[WHAT YOU HAVE TO DO] With no images included, output each entry below exactly as it appears.

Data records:
------------------------

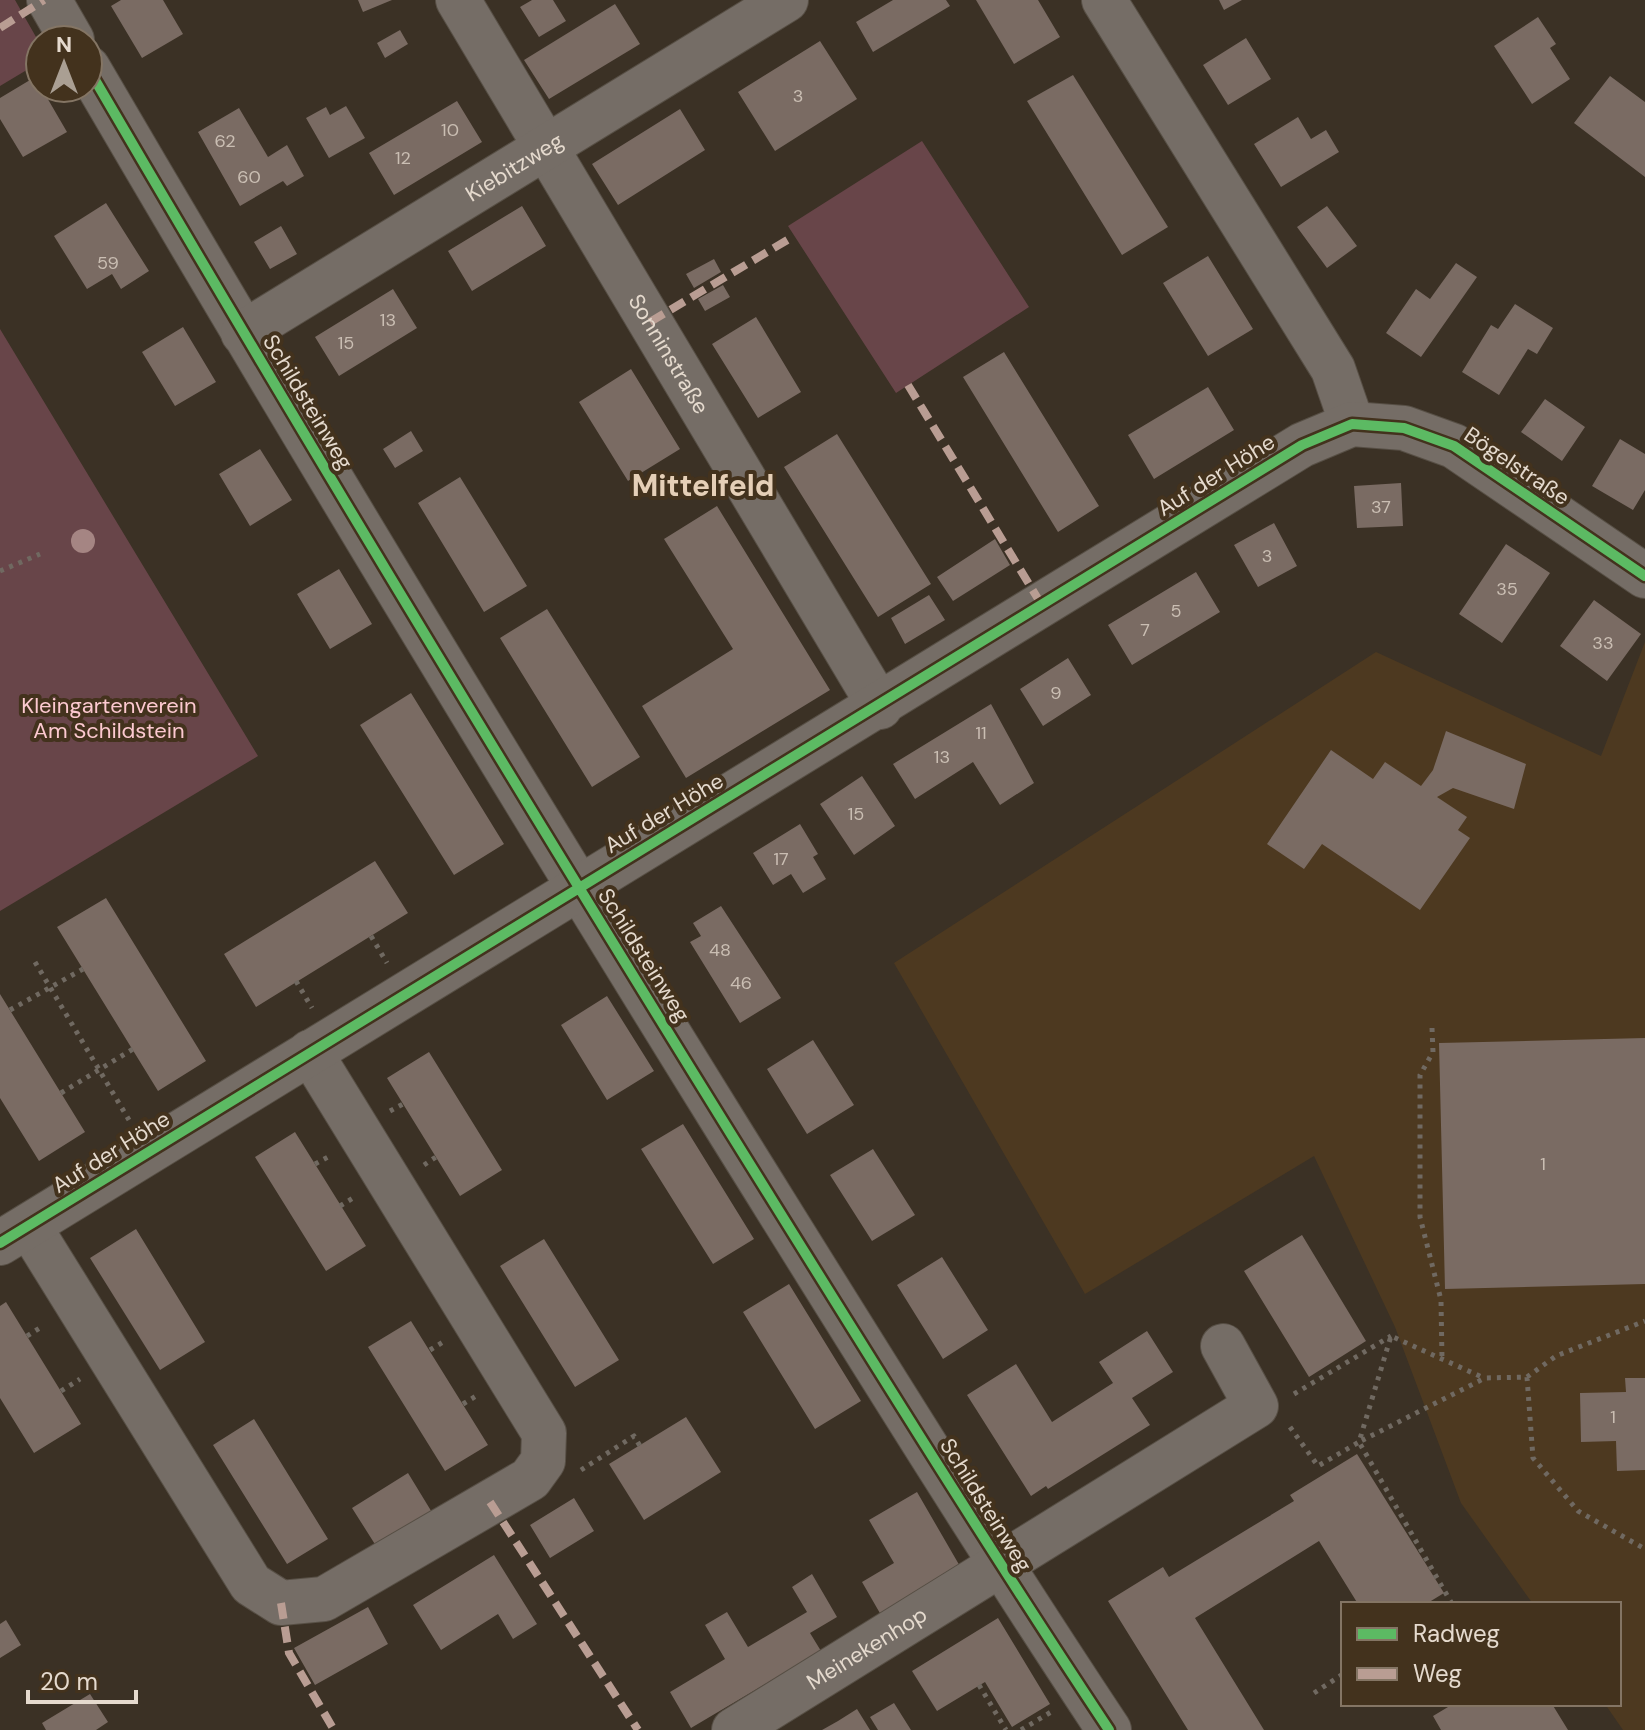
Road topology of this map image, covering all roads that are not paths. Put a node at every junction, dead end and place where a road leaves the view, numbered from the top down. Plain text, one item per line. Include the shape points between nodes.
1 (49, 0) edge
2 (458, 0) edge
3 (786, 0) edge
4 (1104, 0) edge
5 (63, 24) edge
6 (104, 95) edge
7 (543, 146) junction
8 (243, 333) junction
9 (1352, 424) junction
10 (1645, 576) edge
11 (880, 707) junction
12 (579, 888) junction
13 (310, 1052) junction
14 (14, 1234) edge
15 (1223, 1346) dead end
16 (998, 1563) junction
17 (734, 1730) edge
18 (1109, 1730) edge

1 - 5 street
2 - 7 street, Sonninstraße
3 - 7 street, Kiebitzweg
4 - 9 street via 1333,369
6 - 8 street, Schildsteinweg
7 - 8 street, Kiebitzweg
7 - 11 street, Sonninstraße
8 - 12 street, Schildsteinweg
9 - 10 street, Bögelstraße via 1404,428 1454,446
9 - 11 street, Auf der Höhe via 1302,445
11 - 12 street, Auf der Höhe
12 - 13 street, Auf der Höhe
12 - 16 street, Schildsteinweg
13 - 14 street, Auf der Höhe
13 - 14 street, Auf der Höhe via 544,1433 543,1461 530,1479 324,1599 281,1603 251,1584
15 - 16 street, Schildsteinweg via 1265,1406
16 - 17 street, Meinekenhop
16 - 18 street, Schildsteinweg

------------------------

[RESULT]
Road topology of this map image, covering all roads that are not paths. Put a node at every junction, dead end and place where a road leaves the view, numbered from the top down. Plain text, one item per line. Include the shape points between nodes.
1 (49, 0) edge
2 (458, 0) edge
3 (786, 0) edge
4 (1104, 0) edge
5 (63, 24) edge
6 (104, 95) edge
7 (543, 146) junction
8 (243, 333) junction
9 (1352, 424) junction
10 (1645, 576) edge
11 (880, 707) junction
12 (579, 888) junction
13 (310, 1052) junction
14 (14, 1234) edge
15 (1223, 1346) dead end
16 (998, 1563) junction
17 (734, 1730) edge
18 (1109, 1730) edge

1 - 5 street
2 - 7 street, Sonninstraße
3 - 7 street, Kiebitzweg
4 - 9 street via 1333,369
6 - 8 street, Schildsteinweg
7 - 8 street, Kiebitzweg
7 - 11 street, Sonninstraße
8 - 12 street, Schildsteinweg
9 - 10 street, Bögelstraße via 1404,428 1454,446
9 - 11 street, Auf der Höhe via 1302,445
11 - 12 street, Auf der Höhe
12 - 13 street, Auf der Höhe
12 - 16 street, Schildsteinweg
13 - 14 street, Auf der Höhe
13 - 14 street, Auf der Höhe via 544,1433 543,1461 530,1479 324,1599 281,1603 251,1584
15 - 16 street, Schildsteinweg via 1265,1406
16 - 17 street, Meinekenhop
16 - 18 street, Schildsteinweg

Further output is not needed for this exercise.